Per-instance keypoint data ▸
################

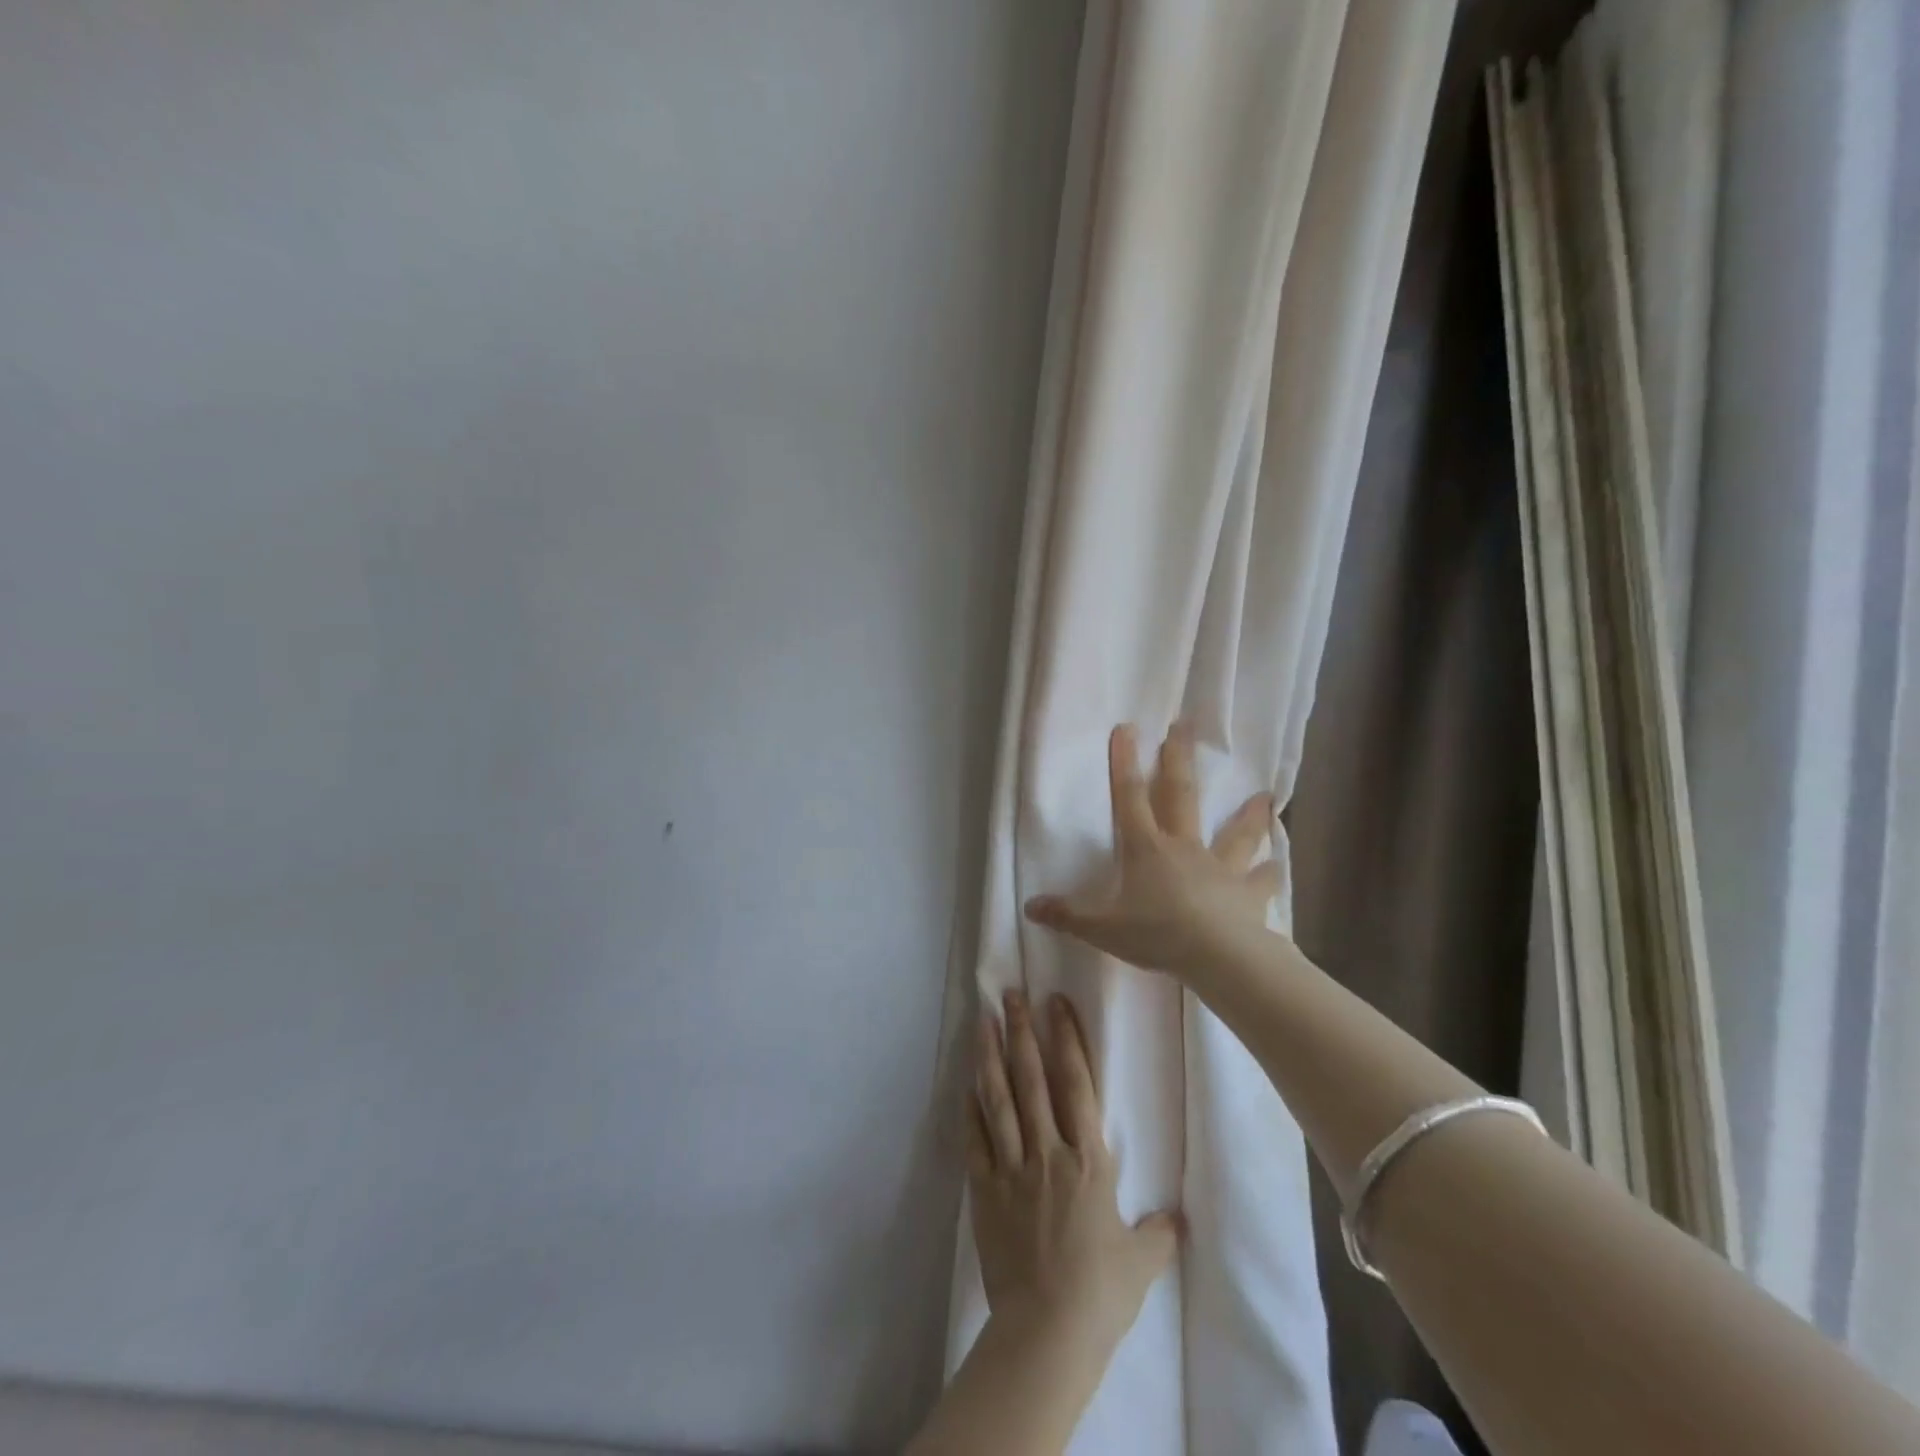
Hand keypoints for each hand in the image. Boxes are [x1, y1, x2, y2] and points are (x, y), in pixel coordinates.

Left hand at [968, 989, 1178, 1356]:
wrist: (1046, 1334)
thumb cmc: (1100, 1293)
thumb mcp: (1141, 1262)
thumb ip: (1159, 1233)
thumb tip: (1177, 1219)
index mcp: (1089, 1159)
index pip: (1077, 1083)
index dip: (1066, 1038)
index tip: (1055, 1003)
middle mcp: (1048, 1151)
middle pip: (1032, 1078)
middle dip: (1021, 1031)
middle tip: (1011, 994)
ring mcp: (1011, 1167)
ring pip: (999, 1099)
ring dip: (990, 1056)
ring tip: (984, 1020)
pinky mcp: (984, 1190)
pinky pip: (976, 1140)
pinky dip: (970, 1109)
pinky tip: (966, 1084)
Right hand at [1022, 722, 1279, 985]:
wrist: (1218, 956)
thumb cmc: (1157, 934)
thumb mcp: (1102, 928)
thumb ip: (1067, 915)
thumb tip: (1029, 906)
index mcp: (1147, 849)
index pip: (1129, 798)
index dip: (1124, 763)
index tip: (1127, 728)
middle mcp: (1184, 848)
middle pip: (1181, 797)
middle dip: (1179, 761)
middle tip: (1185, 727)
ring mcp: (1220, 869)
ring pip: (1235, 834)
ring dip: (1248, 815)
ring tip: (1265, 796)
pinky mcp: (1248, 895)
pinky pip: (1260, 881)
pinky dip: (1268, 873)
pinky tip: (1275, 866)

################

TASK STATEMENT ▸ Repeat each entry exactly as given; no pictures belong in the copy.

SOLUTION TO THE EXERCISE ▸
Hand keypoints for each hand in the image. Boxes are [x1, y1, x2, y2] and points are (x, y), in pixel coordinates.

Left hand at [968, 989, 1178, 1356]:
wrist: (1046, 1334)
thumb cmc: (1100, 1293)
thumb mcp: (1141, 1262)
thumb ip: (1159, 1233)
thumb tip: (1177, 1219)
index mcp: (1089, 1159)
index pip: (1077, 1083)
index dip: (1066, 1038)
index tip: (1055, 1003)
middle mcp: (1048, 1151)
middle pip: (1032, 1078)
middle dip: (1021, 1031)
middle tip: (1011, 994)
ring mcp: (1011, 1167)
ring pip: (999, 1099)
ring dip: (990, 1056)
ring tip: (984, 1020)
pinky mcp: (984, 1190)
pinky pip: (976, 1140)
pinky dip: (970, 1109)
pinky tip: (966, 1084)
Right hand at [1022, 722, 1279, 985]:
wrist: (1218, 956)
thumb cmc: (1157, 934)
thumb mcp: (1102, 928)
thumb ip: (1067, 915)
thumb tip: (1029, 906)
index mcp: (1147, 849)
index pip: (1129, 798)
index dip: (1124, 763)
index tip: (1127, 728)
middle mcp: (1184, 848)
middle pip: (1181, 797)
middle dip: (1179, 761)
middle tip: (1185, 727)
ring mcp: (1220, 869)
ring pip: (1235, 834)
ring dip: (1248, 815)
ring tip: (1265, 796)
pinky mcp: (1248, 895)
pinky pip: (1260, 881)
pinky dip: (1268, 873)
pinky tip: (1275, 866)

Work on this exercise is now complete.